- Task to complete: Tell me how many lines in the entries below contain the word "Hills"; reply with the number and nothing else.

- Data for analysis:
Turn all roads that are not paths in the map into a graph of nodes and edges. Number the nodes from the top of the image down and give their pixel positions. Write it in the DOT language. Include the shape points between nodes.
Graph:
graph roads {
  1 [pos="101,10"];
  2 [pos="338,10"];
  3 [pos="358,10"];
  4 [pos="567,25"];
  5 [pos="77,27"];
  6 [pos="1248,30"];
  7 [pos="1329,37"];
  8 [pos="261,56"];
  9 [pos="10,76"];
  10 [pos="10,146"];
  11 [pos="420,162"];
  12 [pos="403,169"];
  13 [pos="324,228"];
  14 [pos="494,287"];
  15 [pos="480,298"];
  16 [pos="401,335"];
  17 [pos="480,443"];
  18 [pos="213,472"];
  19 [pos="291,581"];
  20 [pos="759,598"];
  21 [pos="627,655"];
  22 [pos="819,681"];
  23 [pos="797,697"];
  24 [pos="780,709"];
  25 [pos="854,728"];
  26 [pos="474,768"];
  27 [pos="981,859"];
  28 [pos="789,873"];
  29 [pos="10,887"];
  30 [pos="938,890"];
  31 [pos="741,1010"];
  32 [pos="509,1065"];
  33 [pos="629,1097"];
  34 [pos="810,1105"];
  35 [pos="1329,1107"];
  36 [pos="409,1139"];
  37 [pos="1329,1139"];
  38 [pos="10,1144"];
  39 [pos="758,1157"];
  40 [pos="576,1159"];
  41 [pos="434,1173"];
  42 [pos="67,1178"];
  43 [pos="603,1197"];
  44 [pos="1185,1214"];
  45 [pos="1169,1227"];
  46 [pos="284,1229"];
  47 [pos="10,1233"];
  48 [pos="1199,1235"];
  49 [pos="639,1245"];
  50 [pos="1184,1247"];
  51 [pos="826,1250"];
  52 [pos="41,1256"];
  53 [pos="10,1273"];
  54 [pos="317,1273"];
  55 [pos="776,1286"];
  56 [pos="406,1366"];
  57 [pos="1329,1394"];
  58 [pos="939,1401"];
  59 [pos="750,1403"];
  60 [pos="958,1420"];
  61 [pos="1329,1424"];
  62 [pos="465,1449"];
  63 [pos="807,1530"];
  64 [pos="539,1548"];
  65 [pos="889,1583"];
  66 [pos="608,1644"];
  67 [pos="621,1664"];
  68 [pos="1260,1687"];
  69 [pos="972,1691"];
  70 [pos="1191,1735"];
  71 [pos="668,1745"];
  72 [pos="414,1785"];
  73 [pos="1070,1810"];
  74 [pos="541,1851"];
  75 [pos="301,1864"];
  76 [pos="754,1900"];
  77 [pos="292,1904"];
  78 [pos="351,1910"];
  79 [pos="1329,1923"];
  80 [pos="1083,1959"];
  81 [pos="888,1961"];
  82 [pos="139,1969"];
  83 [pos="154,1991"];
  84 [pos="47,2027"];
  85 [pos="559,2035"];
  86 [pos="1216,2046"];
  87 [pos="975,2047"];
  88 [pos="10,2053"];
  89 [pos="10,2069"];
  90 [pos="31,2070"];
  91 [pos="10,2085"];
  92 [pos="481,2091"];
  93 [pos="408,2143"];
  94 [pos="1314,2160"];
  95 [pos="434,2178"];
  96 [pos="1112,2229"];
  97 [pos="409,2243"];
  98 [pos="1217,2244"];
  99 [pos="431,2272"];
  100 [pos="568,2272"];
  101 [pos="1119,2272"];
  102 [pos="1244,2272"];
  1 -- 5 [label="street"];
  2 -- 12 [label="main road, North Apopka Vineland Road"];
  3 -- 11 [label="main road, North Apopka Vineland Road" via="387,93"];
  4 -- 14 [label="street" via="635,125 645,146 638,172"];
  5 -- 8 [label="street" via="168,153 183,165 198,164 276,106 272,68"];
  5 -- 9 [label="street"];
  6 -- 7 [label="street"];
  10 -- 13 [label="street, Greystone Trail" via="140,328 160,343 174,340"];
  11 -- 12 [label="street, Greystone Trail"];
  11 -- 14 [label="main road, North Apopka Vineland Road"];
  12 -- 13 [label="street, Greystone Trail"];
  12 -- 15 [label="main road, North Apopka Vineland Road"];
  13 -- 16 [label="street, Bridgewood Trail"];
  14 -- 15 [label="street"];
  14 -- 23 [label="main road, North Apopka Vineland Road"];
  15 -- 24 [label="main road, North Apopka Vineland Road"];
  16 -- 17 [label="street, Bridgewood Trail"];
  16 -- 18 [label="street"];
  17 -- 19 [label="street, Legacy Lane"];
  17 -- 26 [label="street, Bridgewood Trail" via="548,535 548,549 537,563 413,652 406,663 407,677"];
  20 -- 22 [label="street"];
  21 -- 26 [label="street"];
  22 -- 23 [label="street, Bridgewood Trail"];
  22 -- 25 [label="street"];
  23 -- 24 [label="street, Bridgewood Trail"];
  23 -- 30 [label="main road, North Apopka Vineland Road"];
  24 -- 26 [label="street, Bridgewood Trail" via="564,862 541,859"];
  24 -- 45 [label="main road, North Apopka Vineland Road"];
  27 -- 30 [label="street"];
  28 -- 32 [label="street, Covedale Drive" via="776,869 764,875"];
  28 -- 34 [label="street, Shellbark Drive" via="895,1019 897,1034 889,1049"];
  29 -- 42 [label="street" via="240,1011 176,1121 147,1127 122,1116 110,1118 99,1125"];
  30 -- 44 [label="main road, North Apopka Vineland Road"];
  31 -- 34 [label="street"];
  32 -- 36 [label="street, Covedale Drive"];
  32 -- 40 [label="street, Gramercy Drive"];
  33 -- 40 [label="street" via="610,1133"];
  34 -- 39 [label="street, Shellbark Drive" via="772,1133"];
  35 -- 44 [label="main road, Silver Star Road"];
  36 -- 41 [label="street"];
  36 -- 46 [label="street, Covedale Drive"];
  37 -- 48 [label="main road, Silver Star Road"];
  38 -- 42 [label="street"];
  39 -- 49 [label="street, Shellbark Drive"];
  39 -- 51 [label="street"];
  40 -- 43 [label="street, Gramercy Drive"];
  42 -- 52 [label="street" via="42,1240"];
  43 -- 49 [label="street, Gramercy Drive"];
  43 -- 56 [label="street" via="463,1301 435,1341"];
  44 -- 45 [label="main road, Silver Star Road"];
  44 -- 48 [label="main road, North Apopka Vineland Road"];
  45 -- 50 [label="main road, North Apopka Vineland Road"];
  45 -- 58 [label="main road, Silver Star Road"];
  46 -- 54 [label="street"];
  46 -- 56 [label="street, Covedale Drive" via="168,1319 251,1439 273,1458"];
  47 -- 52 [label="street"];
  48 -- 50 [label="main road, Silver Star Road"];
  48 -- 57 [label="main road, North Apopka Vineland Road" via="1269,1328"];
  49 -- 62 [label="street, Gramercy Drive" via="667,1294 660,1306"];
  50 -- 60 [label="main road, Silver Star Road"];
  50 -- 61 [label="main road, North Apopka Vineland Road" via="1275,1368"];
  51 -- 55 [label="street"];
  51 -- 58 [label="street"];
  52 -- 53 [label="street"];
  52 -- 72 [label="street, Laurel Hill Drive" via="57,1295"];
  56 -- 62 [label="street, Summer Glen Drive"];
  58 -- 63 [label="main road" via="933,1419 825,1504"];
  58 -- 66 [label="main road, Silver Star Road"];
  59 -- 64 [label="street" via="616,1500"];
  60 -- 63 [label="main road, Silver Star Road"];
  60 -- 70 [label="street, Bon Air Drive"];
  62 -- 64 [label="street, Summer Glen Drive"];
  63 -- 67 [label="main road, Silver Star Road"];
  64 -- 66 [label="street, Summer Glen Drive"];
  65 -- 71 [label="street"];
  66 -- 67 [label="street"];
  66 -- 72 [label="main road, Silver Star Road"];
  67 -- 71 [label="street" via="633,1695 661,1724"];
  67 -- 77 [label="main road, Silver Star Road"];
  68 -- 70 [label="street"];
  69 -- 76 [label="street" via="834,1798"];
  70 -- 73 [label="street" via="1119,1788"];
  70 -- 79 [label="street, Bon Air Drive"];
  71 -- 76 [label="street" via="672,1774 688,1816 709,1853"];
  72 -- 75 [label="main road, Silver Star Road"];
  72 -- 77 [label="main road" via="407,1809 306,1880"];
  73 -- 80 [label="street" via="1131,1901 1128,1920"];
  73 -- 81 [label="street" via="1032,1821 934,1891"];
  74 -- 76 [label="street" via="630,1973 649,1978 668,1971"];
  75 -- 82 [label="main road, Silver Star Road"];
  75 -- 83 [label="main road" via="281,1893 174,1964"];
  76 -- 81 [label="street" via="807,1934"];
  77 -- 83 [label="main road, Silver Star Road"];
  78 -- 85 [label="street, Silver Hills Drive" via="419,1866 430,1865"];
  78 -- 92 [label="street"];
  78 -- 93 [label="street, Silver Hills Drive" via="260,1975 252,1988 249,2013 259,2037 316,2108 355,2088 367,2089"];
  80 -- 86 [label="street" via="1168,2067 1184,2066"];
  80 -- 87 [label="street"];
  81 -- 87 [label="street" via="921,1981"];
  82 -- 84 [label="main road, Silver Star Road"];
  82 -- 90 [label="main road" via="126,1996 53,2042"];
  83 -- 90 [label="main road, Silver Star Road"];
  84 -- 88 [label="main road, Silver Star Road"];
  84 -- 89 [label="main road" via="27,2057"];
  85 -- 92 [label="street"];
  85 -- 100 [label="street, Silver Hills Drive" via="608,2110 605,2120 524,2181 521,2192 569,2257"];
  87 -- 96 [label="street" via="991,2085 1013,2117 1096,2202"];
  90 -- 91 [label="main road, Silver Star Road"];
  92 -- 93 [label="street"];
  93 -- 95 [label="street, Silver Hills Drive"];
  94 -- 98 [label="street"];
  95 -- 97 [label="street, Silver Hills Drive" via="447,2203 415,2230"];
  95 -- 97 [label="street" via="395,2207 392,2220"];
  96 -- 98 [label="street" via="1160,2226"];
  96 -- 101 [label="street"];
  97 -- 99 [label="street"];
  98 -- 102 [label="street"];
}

- Answer for the task: 5